Provided data START
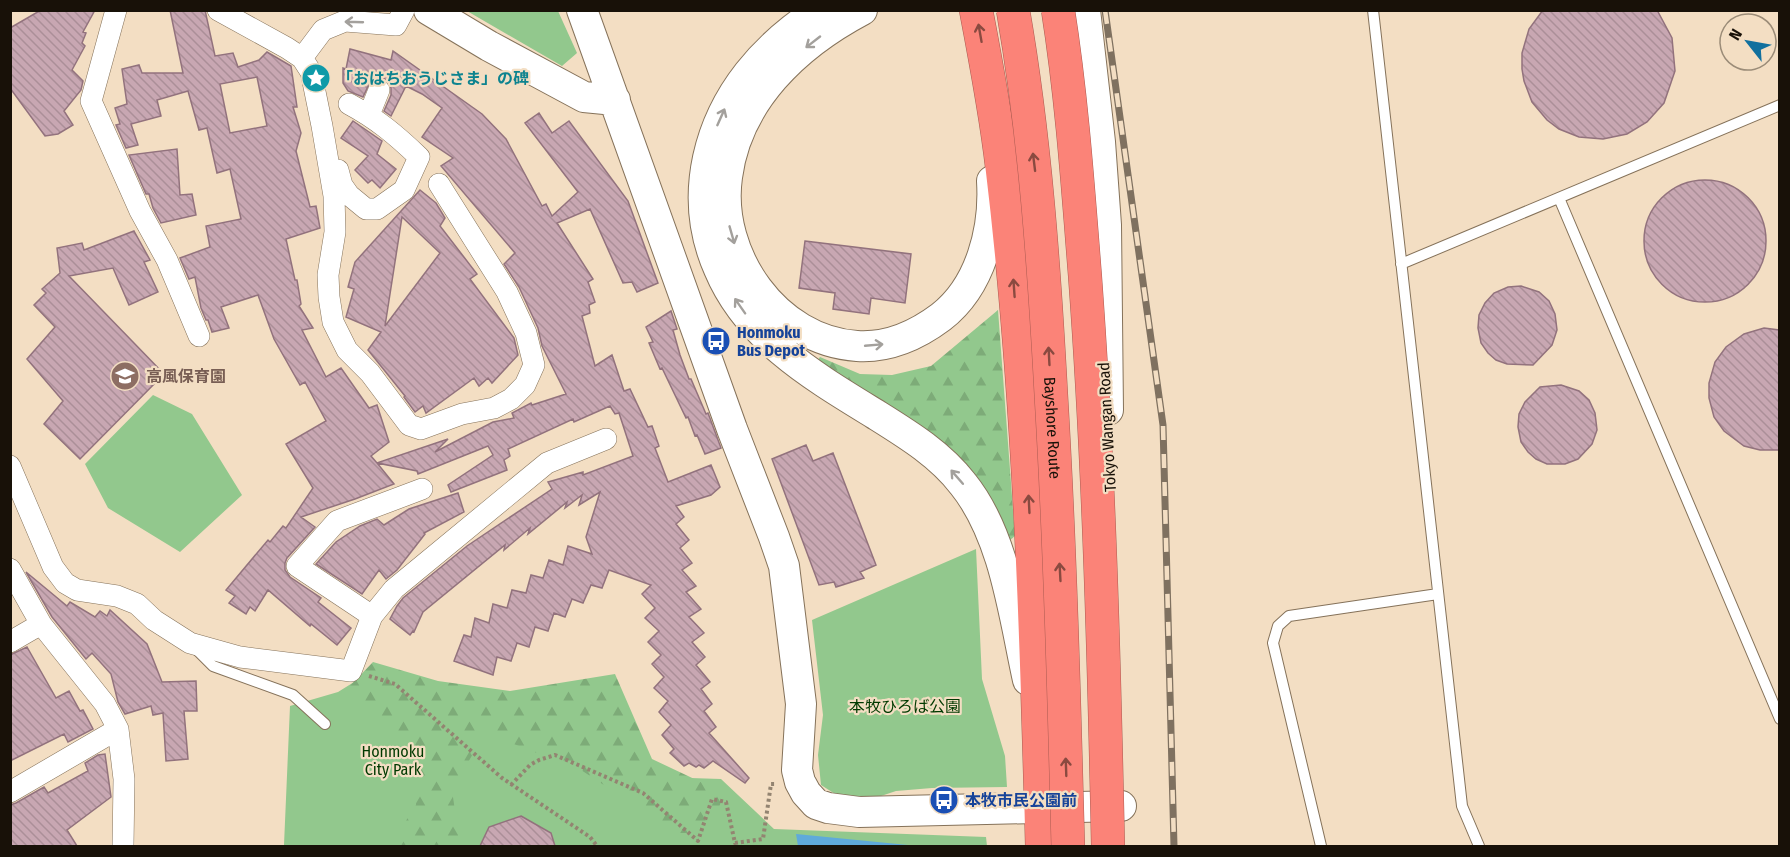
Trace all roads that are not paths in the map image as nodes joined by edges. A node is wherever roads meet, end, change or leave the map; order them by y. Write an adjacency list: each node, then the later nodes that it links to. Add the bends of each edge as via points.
1 (116, 10): 25 (street, via 91,101)
2 (218, 10): 13 (street)
3 (404, 10): 13 (street, one-way to 13, via 396,25 345,21 323,30)
4 (429, 10): 16 (street, via 584,97)
5 (582, 10): 16 (street)
6 (820, 10): 21 (street, one-way to 6, via 710,147 735,91 754,64 780,39)
7 (862, 10): 21 (street, one-way to 21, via 823,34 771,79 754,102)
8 (976, 10): 14 (highway, one-way to 8)
9 (1013, 10): 45 (highway, Bayshore Route, one-way to 9, bridge, via 1047,309 1036,177)
10 (1058, 10): 26 (highway, Tokyo Wangan Road, via 1086,174); 46 (highway, bridge, via 1077,173 1096,440)
11 (1085, 10): 26 (street, via 1106,225)
12 (1373, 10): 24 (lane)
13 (302, 58): 20 (street, via 311,72)
14 (986, 64): 21 (street, one-way to 14, via 738,255 752,281 780,314 809,333 834,343 880,345 904,339 926,328 964,292 986,246 993,194); 39 (highway, one-way to 14, via 1013,273)
15 (379, 90): 19 (street)
16 (615, 100): 42 (street, via 784,566 801,704 797,770 806,793 816,804 859,812)
17 (349, 104): 19 (street)
18 (1779, 105): 23 (lane)
19 (369, 115): 20 (street, via 419,157 404,190 377,209 366,209 342,185)
20 (321, 117): 22 (street, via 334,196 335,232 328,275 333,322 347,350 370,373 409,425 422,429 462,414 494,408 511,399 525,385 534,365 526,333 507,292)
21 (716, 175): 39 (street, one-way to 21, via 1002,564 980,508 964,484 925,446 794,362 744,312 726,286 705,228 703,199)
22 (439, 184)
23 (1559, 198): 24 (lane); 36 (lane)
24 (1401, 264): 31 (lane)
25 (200, 336)
26 (1108, 428): 41 (highway, Tokyo Wangan Road)
27 (606, 439): 32 (street, via 547,463 394,589)
28 (10, 466): 35 (street, via 53,567 65,583 77,590 117,596 137,604)
29 (422, 489): 32 (street, via 337,522 297,566)
30 (10, 569): 33 (street)
31 (1438, 594): 48 (lane, via 1289,616 1278,626 1273,643); 49 (lane, via 1462,806)
32 (372, 616): 35 (street, via 351,671 240,657)
33 (40, 624): 34 (street); 38 (street, via 105,704)
34 (10, 642)
35 (190, 643): 37 (lane, via 213,666 293,695)
36 (1779, 719)
37 (325, 724)
38 (118, 729): 40 (street); 43 (street, via 124,779)
39 (1038, 730): 42 (highway)
40 (10, 792)
41 (1121, 806): 42 (street); 47 (highway, Tokyo Wangan Road)
42 (1041, 808): 44 (highway)
43 (123, 846)
44 (1042, 846)
45 (1068, 846)
46 (1108, 846)
47 (1122, 846)
48 (1321, 846)
49 (1479, 846)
Provided data END
[Exercise instructions] Filter the entries above and return only the lines holding "Tokyo".

[The answer]
10 (1058, 10): 26 (highway, Tokyo Wangan Road, via 1086,174); 46 (highway, bridge, via 1077,173 1096,440)
26 (1108, 428): 41 (highway, Tokyo Wangan Road)
41 (1121, 806): 42 (street); 47 (highway, Tokyo Wangan Road)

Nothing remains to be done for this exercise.